Google has confirmed that a vulnerability could have left 1.5 billion Google Calendar and Gmail users exposed to a dangerous form of phishing attack.
As Forbes reports, the problem was a result of the close linking between the two services, which allows calendar invitations to be sent by email – even by people you don’t know, and have never spoken to before – and added to your calendar automatically.
If the vulnerability was exploited, it would be possible for a criminal to send a convincing fake calendar invitation to a victim, which they would be likely to click without thinking twice.

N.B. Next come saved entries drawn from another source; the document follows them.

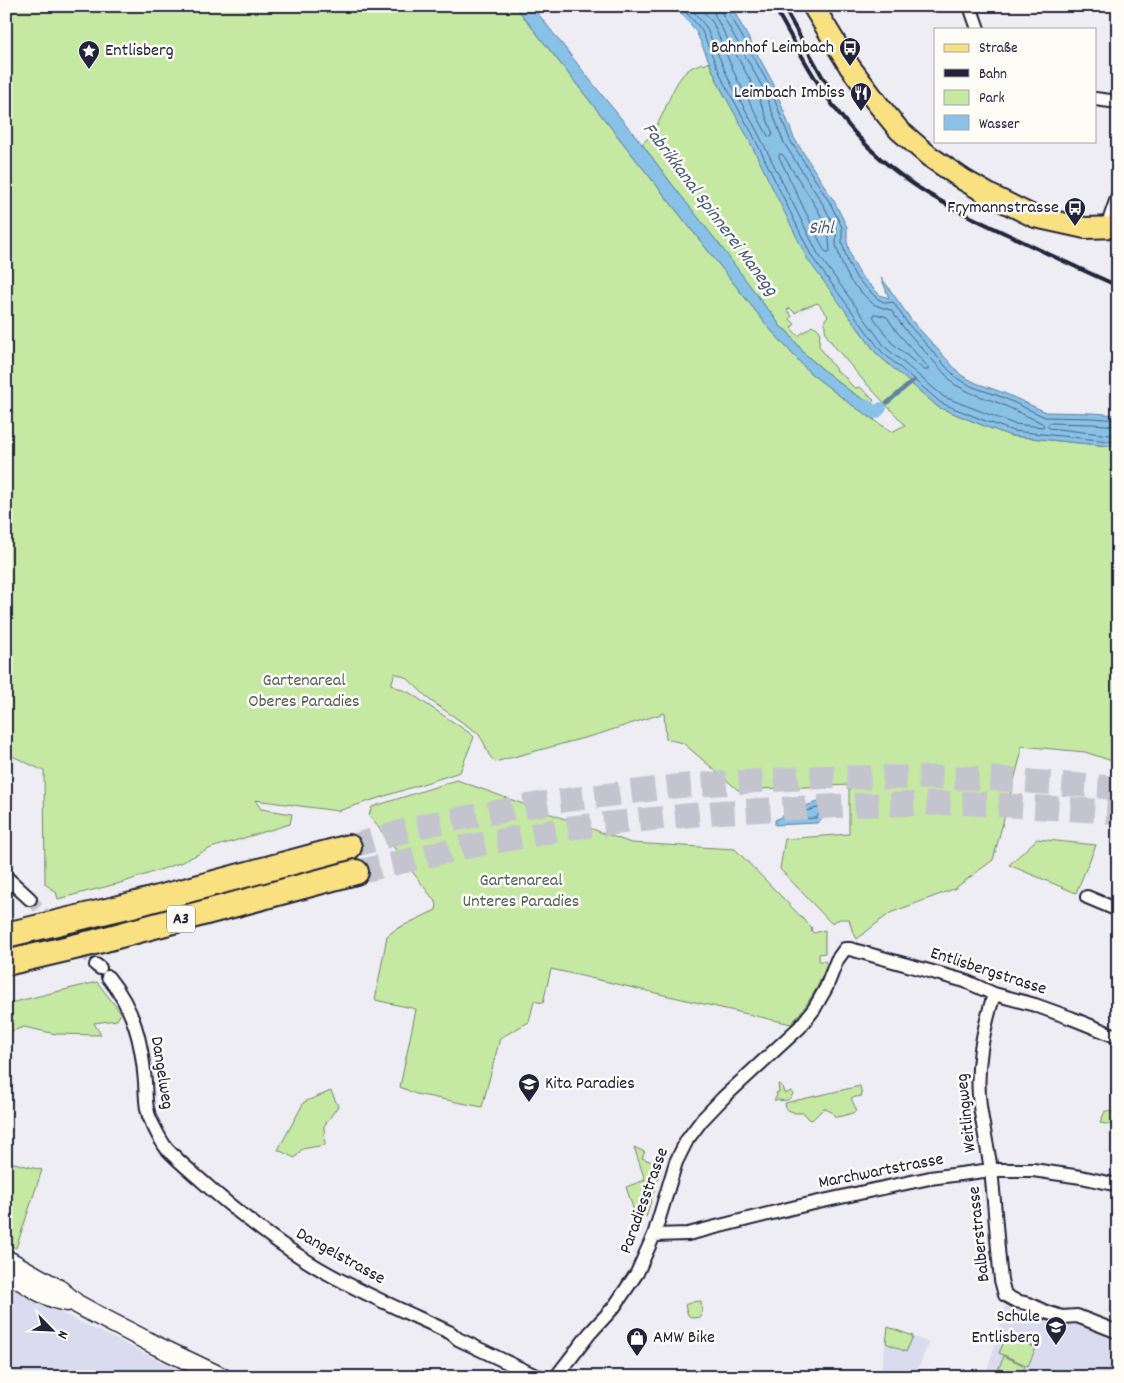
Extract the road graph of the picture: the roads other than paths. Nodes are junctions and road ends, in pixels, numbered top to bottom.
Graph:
1 (813, 6) edge
2 (970, 6) edge
3 (978, 28) edge
4 (1096, 99) edge
5 (1118, 102) edge
6 (1118, 195) edge
7 (1112, 227) edge
8 (349, 847) tunnel mouth
9 (356, 872) tunnel mouth
10 (6, 876) edge
11 (1087, 897) dead end
12 (30, 899) tunnel mouth
13 (1118, 910) edge
14 (6, 935) edge
15 (845, 949) joint
16 (6, 963) edge
17 (101, 970) tunnel mouth
18 (994, 994) junction
19 (1118, 1038) edge
20 (151, 1122) joint
21 (991, 1170) junction
22 (1118, 1185) edge
23 (654, 1234) junction
24 (6, 1259) edge
25 (6, 1272) edge
26 (77, 1304) junction
27 (1118, 1332) edge
28 (561, 1375) edge
29 (222, 1377) edge
30 (543, 1377) edge

1 - 7 main road
2 - 3 street
4 - 5 street
6 - 7 street
8 - 14 highway, A3
9 - 16 highway, A3
10 - 12 street
11 - 13 street
15 - 18 street, Entlisbergstrasse
15 - 23 street, Paradiesstrasse
17 - 20 street, Dangelweg
18 - 19 street, Entlisbergstrasse
18 - 21 street, Weitlingweg
20 - 30 street, Dangelstrasse
21 - 22 street, Marchwartstrasse
21 - 23 street, Marchwartstrasse
21 - 27 street, Balberstrasse
23 - 28 street, Paradiesstrasse
24 - 26 main road
25 - 26 main road
26 - 29 main road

These scam invitations could include a malicious link that could not only be used to steal login credentials (like a standard phishing attack), but also to provide other sensitive information, such as how to gain access to a building where the ‘meeting’ is due to take place.
Don’t get caught out
The vulnerability was first exposed in 2017 by security researchers Beau Bullock and Michael Felch of Black Hills Information Security.
This week, Google employee Lesley Pace published a post acknowledging the problem. “We’re aware of the spam occurring in Calendar and are working diligently to resolve this issue,” said Pace. “We’ll post updates to this thread as they become available.”
In the meantime, if you’re concerned Black Hills Information Security has published an extensive guide that you can follow to secure your Gmail and Google Calendar apps from potential attack. As always, though, the most important thing is to always treat unsolicited emails with caution, and not click any links to events that you aren’t expecting.